Ulysses I & Company, Inc., Appellant, v. First American Title Insurance Company of New York et al., Respondents.
    [766 NYS2d 37]
   Judgment, Supreme Court, New York County (Charles Ramos, J.), entered August 12, 2002, which dismissed the complaint in its entirety, unanimously modified, on the law, to the extent of declaring that plaintiffs contract claim is not covered under the title policy, and otherwise affirmed, with one bill of costs to defendants. Appeal from order, same court and Justice, entered on or about July 31, 2002, which granted defendants’ motion to dismiss the complaint, unanimously dismissed, without costs, as subsumed in the appeal from the ensuing judgment.

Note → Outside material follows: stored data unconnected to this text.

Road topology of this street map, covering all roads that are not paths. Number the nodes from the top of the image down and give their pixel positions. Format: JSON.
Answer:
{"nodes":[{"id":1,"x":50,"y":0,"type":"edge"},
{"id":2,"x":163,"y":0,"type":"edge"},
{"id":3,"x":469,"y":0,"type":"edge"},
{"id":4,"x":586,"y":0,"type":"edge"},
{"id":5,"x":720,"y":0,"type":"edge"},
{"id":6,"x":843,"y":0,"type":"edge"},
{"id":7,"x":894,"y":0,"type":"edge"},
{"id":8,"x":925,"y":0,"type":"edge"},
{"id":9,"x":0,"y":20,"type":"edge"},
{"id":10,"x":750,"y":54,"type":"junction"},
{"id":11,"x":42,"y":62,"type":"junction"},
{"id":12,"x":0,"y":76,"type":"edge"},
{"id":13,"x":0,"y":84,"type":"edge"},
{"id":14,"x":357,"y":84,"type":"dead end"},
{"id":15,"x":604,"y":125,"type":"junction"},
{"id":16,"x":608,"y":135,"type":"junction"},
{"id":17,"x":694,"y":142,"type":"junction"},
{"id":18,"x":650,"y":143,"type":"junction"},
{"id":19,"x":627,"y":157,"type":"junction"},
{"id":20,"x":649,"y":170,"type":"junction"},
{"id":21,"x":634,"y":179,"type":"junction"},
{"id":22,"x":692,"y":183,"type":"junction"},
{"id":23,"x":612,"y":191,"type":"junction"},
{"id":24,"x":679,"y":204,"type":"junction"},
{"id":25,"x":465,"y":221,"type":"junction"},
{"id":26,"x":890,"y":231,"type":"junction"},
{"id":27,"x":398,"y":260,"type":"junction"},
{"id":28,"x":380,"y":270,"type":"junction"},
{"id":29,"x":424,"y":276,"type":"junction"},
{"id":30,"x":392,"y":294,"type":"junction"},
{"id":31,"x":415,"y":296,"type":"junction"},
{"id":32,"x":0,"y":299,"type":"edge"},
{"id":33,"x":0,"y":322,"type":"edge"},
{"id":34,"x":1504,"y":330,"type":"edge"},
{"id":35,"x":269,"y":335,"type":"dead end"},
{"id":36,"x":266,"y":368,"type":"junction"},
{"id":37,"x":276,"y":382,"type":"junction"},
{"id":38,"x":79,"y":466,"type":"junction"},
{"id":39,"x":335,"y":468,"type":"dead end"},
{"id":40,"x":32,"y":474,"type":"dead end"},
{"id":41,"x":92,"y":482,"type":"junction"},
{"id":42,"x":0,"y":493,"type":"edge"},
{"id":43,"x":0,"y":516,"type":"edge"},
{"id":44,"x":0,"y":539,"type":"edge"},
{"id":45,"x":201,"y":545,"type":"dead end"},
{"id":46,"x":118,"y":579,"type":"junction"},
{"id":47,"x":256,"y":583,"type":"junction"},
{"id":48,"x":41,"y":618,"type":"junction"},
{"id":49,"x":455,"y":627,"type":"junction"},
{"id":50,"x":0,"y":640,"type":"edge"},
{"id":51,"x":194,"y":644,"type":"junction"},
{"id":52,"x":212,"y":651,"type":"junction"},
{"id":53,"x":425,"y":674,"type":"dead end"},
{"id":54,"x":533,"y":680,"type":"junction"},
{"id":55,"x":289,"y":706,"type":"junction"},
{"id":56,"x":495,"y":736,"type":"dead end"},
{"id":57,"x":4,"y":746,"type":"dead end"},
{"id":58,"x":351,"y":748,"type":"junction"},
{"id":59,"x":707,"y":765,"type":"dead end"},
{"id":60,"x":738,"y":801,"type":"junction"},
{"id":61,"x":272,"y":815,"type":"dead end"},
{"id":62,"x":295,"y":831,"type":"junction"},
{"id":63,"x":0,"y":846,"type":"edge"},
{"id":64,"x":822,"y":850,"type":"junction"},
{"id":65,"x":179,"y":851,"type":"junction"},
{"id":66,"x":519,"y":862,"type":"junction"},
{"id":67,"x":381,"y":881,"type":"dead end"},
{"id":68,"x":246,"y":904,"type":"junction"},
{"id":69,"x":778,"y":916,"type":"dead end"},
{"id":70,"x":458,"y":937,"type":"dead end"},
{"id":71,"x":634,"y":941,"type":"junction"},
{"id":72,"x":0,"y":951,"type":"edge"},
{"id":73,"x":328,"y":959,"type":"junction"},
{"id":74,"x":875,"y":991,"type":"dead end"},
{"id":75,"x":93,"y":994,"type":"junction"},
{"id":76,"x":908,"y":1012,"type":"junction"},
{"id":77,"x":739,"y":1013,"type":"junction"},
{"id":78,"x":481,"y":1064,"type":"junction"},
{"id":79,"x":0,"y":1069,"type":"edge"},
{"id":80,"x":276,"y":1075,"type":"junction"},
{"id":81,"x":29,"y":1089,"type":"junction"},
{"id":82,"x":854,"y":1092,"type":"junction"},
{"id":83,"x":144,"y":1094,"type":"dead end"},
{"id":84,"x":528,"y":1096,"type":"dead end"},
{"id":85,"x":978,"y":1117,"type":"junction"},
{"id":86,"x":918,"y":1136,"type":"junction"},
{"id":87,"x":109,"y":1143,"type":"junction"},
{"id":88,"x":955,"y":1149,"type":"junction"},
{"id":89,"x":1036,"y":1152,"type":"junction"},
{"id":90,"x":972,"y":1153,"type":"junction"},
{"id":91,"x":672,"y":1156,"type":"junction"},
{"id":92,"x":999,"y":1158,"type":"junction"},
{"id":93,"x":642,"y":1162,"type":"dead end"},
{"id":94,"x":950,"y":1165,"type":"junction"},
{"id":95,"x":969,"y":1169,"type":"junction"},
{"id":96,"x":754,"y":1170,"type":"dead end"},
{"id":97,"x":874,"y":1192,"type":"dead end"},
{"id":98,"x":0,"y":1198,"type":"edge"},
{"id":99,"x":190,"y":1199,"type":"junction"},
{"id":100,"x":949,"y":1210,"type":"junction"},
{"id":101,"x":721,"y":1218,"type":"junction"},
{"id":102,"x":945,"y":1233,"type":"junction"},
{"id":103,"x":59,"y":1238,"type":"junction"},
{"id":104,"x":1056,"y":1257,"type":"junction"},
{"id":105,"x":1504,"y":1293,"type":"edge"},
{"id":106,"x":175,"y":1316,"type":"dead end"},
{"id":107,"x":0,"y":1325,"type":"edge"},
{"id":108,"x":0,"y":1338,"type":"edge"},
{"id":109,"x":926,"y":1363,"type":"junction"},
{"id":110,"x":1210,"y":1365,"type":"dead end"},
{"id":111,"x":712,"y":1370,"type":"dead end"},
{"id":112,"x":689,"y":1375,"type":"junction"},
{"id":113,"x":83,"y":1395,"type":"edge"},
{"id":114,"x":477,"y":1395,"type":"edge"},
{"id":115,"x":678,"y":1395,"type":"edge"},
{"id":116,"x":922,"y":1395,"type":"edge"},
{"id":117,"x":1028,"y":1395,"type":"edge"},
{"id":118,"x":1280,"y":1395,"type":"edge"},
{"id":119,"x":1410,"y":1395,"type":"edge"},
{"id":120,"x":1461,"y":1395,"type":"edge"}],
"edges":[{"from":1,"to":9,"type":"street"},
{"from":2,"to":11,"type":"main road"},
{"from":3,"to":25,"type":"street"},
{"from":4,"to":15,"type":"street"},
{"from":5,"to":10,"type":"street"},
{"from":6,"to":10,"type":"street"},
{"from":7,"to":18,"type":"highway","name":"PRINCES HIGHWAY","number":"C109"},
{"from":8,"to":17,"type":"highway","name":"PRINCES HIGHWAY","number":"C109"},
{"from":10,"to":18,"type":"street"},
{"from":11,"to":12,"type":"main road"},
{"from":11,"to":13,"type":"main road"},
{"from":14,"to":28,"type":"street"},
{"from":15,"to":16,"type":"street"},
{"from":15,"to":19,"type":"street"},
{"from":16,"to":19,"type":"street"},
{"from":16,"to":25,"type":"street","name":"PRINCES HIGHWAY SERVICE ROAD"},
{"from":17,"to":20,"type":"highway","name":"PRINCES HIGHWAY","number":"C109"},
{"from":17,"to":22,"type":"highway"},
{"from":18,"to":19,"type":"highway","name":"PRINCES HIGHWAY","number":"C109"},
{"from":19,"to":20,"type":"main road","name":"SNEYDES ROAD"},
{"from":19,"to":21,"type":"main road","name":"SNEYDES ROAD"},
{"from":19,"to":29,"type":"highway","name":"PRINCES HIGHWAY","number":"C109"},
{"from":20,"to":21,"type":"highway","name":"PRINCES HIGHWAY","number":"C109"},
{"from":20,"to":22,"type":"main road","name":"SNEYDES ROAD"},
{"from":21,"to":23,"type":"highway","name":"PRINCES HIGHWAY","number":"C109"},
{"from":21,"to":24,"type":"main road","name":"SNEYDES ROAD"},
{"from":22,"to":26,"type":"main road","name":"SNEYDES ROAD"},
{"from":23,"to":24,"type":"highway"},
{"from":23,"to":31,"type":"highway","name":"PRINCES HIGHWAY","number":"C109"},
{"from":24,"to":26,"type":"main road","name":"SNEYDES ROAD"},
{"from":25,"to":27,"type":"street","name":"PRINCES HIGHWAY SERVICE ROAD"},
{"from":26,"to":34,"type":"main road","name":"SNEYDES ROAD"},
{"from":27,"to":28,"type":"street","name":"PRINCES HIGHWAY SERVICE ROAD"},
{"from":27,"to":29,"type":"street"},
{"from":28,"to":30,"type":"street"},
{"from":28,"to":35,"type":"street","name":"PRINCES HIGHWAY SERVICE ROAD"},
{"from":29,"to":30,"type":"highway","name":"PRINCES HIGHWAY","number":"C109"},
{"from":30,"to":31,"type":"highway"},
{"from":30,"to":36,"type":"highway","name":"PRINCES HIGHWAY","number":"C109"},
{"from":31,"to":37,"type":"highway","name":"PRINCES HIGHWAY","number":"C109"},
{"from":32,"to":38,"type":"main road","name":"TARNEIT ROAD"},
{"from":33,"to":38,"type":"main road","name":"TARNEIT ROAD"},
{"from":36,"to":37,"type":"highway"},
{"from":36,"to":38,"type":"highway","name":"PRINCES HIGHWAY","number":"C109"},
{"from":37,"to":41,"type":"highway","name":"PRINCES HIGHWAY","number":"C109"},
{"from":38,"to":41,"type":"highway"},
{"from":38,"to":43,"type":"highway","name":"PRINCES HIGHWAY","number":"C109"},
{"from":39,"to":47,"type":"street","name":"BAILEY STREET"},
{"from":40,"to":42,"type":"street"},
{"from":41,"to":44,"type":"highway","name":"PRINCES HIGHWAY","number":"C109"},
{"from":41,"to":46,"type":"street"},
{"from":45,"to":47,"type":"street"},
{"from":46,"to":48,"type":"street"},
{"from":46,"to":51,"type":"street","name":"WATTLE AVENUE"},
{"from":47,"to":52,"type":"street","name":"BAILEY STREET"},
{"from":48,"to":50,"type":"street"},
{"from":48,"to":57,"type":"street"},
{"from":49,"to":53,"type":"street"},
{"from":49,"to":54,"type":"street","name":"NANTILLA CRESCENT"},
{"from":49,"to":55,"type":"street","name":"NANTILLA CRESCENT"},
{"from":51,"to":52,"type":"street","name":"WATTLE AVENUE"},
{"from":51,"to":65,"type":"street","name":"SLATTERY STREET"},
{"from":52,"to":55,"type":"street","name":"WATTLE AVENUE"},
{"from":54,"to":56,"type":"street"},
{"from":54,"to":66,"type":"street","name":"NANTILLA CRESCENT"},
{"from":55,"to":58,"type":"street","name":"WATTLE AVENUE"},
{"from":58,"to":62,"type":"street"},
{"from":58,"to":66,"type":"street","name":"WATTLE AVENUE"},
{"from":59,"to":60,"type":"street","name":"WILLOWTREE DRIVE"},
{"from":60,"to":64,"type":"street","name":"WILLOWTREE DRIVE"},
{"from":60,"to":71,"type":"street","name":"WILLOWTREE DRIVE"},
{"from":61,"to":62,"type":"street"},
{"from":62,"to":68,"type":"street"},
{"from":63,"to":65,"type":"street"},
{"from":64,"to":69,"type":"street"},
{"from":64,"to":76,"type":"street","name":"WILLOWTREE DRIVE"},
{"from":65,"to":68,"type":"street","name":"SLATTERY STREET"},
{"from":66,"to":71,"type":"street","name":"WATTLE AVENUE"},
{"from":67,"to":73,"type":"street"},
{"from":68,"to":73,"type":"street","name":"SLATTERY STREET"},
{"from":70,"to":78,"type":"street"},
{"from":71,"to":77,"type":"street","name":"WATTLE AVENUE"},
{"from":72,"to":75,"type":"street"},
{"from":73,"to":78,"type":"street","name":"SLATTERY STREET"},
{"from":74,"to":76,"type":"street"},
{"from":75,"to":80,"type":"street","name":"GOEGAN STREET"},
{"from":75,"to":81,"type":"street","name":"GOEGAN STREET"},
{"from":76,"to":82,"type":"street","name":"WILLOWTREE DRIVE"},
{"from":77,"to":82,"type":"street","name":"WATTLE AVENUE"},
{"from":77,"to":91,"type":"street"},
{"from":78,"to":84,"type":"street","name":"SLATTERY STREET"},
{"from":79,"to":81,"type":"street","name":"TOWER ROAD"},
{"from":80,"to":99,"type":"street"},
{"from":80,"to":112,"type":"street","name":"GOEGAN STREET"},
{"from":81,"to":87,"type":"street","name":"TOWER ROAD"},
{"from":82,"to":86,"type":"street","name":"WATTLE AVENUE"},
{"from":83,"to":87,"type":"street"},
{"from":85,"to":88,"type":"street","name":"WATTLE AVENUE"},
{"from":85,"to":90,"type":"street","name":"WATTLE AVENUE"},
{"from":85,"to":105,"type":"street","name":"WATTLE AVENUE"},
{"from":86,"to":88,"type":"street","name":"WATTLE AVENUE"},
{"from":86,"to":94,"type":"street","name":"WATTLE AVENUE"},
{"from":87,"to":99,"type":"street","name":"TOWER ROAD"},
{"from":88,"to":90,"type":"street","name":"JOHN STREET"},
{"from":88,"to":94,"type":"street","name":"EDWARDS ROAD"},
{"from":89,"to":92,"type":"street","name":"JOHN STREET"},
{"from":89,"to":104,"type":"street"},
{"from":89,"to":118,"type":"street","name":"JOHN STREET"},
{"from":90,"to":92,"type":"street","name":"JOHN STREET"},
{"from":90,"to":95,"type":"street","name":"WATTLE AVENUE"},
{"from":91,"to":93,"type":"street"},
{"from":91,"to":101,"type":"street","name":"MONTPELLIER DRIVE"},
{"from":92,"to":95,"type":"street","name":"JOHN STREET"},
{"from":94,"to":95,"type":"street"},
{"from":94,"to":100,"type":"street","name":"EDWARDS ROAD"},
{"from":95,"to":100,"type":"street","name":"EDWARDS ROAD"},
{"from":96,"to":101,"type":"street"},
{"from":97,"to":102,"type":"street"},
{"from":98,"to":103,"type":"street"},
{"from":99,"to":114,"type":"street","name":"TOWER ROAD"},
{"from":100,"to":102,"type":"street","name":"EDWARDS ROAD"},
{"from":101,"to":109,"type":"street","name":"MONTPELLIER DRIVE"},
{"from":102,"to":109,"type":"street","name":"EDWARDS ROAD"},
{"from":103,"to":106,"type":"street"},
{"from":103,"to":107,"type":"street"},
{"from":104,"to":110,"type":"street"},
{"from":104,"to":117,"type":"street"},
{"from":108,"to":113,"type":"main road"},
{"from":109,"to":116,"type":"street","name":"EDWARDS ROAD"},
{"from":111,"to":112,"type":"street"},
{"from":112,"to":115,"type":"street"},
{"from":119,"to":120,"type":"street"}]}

The documentary evidence conclusively establishes that plaintiff was not a good faith purchaser for value because it acquired the subject premises with full knowledge of a prior unrecorded contract to purchase the same property (Real Property Law § 294 [3]; Chen v Geranium Dev. Corp., 243 AD2d 708, 709 [1997]). Any issues with respect to the primacy of the prior contract have been judicially resolved against plaintiff (Feldstein v Rounick, 276 AD2d 523 [2000], lv denied 96 NY2d 707 [2001]). Given its contractual relationship with defendant First American Title Insurance Company, the basis for plaintiffs first cause of action sounding in tort is unclear. “Merely charging a breach of a ‘duty of due care’, employing language familiar to tort law, does not, without more, transform a simple breach of contract into a tort claim” (Clark-Fitzpatrick, Inc. v Long Is. R.R. Co., 70 NY2d 382, 390 [1987]). In any event, whether defendant title insurance company timely recorded the deed from Rounick to plaintiff is immaterial to plaintiffs status as good faith purchaser for value and, thus, the asserted malfeasance forms no basis for a cause of action sounding in either contract or tort. In addition, the sale from Rounick to plaintiff has been rescinded, restoring the status quo ante, and therefore plaintiff is unable to establish any actual loss so as to sustain an action in negligence (Mizrahi v Taic, 266 AD2d 59, 59-60 [1999]; IGEN, Inc. v White, 250 AD2d 463, 465 [1998], lv denied 92 NY2d 818 [1998]).

With regard to plaintiffs second cause of action for a declaratory judgment, the motion court properly concluded that plaintiffs loss was not covered under paragraph 7 (d) of the title policy. This so-called “gap provision” merely provides coverage for events insured against during the period prior to the recording of the deed; it does not extend coverage to matters excluded by express limitations contained elsewhere in the same provision. While this issue was appropriately resolved in favor of defendants, judgment should have been entered declaring that plaintiff is not entitled to coverage for the cause of action predicated on the title policy (see Stahlbrodt v Commissioner of Taxation & Fin., 92 NY2d 646, 652 [1998]).

We have considered plaintiffs remaining contentions and find them unavailing. Concur — Buckley, P.J., Nardelli, Sullivan, Williams and Lerner, JJ.